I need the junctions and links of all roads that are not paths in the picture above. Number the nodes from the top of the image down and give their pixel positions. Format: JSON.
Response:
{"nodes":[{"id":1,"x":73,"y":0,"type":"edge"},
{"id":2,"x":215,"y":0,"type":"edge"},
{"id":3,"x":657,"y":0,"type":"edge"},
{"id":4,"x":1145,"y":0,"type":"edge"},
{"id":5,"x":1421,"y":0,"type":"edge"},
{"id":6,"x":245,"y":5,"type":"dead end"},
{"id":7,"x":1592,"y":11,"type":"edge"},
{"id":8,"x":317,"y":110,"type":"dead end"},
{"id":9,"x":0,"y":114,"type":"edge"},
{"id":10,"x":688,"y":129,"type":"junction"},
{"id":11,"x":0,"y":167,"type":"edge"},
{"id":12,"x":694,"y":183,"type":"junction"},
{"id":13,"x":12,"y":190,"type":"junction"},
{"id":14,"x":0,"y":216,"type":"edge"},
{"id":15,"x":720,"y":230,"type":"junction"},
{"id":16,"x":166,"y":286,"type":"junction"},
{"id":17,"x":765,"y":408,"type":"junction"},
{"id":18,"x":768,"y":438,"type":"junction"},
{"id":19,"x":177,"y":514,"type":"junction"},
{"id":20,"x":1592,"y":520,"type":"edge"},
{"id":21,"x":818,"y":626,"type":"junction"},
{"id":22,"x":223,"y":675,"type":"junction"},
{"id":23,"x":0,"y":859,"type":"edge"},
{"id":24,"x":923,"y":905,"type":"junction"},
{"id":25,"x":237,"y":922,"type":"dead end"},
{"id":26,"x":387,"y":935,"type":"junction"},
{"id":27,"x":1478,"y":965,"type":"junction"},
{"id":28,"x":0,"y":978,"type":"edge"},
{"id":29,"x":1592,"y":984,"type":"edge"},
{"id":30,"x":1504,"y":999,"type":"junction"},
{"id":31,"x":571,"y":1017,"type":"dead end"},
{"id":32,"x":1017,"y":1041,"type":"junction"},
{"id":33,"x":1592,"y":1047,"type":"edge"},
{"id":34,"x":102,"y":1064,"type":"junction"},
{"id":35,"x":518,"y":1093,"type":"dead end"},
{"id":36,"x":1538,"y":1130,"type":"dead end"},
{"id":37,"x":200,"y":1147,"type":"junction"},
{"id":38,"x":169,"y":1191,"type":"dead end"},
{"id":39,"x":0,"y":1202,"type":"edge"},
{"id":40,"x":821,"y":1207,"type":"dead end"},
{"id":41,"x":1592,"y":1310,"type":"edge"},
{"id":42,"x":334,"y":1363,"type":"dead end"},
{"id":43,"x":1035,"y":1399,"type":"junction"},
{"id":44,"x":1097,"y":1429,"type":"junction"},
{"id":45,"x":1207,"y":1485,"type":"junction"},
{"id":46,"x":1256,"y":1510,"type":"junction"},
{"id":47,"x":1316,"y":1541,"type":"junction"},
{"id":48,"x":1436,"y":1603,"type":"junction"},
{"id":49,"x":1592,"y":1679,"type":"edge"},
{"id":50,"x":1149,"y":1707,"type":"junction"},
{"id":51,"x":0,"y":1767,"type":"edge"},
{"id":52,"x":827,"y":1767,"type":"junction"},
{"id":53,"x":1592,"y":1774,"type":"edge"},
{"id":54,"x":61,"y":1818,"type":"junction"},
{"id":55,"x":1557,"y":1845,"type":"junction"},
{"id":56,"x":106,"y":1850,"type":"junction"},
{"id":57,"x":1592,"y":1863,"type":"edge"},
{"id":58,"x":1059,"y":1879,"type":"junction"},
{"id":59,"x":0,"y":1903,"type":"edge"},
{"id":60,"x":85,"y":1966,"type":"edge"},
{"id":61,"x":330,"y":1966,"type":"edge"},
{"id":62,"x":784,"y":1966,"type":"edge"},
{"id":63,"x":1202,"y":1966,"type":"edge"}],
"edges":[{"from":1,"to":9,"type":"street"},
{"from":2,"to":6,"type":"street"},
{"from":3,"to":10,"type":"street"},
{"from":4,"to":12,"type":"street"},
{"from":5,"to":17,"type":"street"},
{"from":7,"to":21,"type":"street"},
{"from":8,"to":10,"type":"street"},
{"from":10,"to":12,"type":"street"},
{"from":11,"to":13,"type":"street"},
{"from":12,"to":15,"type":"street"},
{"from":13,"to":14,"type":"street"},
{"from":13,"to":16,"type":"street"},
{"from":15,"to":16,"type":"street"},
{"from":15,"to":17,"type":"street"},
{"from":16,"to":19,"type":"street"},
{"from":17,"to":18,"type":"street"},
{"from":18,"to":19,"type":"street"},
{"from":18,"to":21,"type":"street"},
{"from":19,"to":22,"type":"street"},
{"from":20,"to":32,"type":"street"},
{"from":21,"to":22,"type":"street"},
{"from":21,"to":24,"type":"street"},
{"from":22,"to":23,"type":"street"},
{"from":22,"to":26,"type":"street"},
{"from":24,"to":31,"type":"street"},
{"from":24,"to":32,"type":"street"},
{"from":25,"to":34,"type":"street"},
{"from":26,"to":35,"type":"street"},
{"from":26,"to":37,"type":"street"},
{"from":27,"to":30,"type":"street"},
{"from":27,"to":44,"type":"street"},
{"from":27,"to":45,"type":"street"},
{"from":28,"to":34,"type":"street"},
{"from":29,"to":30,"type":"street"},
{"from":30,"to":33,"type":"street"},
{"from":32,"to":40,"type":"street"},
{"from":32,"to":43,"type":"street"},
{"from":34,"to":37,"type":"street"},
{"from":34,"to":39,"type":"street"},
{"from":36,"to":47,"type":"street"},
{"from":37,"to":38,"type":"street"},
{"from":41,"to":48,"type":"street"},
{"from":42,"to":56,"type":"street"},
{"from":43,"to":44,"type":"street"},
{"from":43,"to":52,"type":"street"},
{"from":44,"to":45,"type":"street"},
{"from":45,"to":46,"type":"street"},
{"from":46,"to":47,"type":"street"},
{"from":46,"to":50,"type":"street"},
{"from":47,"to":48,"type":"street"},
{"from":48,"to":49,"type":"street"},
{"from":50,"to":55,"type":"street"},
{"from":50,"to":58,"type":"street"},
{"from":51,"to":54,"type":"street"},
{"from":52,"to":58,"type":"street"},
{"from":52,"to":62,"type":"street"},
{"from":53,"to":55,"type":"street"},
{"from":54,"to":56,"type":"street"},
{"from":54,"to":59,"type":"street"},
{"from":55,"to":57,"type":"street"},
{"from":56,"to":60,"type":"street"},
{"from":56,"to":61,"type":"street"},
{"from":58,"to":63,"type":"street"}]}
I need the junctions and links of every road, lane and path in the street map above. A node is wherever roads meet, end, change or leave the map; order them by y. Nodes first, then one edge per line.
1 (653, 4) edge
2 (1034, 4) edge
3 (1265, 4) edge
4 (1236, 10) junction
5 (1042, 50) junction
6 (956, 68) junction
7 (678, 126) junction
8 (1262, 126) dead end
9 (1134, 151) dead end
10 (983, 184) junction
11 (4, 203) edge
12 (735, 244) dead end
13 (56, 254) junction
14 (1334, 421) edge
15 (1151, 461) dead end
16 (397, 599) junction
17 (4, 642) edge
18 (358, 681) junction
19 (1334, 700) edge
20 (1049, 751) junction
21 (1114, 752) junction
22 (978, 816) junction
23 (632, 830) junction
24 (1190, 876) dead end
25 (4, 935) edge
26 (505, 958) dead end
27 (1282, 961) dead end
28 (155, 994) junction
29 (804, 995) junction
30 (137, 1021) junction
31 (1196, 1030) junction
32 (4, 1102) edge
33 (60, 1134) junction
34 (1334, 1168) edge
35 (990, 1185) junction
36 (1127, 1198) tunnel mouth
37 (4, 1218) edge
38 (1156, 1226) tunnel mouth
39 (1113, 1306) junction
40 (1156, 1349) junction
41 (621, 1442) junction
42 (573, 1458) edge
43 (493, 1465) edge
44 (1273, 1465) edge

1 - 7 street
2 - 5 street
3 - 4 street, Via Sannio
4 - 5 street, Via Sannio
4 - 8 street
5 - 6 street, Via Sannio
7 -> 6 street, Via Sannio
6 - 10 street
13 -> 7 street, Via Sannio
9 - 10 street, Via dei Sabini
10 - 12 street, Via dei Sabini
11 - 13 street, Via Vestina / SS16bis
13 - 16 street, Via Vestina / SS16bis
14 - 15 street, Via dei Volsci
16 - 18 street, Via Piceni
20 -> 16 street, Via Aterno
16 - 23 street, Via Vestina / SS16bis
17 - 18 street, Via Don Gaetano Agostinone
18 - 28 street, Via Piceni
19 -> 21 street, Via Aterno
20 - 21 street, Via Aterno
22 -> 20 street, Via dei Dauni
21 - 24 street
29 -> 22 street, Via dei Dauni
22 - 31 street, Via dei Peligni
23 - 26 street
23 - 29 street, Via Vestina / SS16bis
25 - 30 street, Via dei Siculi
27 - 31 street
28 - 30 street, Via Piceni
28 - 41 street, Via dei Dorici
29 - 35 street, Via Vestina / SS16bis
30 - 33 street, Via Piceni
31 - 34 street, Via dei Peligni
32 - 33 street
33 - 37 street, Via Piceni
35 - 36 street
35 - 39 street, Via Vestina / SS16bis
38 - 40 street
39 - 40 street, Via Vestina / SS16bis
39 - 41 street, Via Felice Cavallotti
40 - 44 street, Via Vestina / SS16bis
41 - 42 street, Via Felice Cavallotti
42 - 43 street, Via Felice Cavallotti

-----

**What is needed:** Some lines in the records above contain "tunnel". Count them and give the number only.

**Finished task:** 2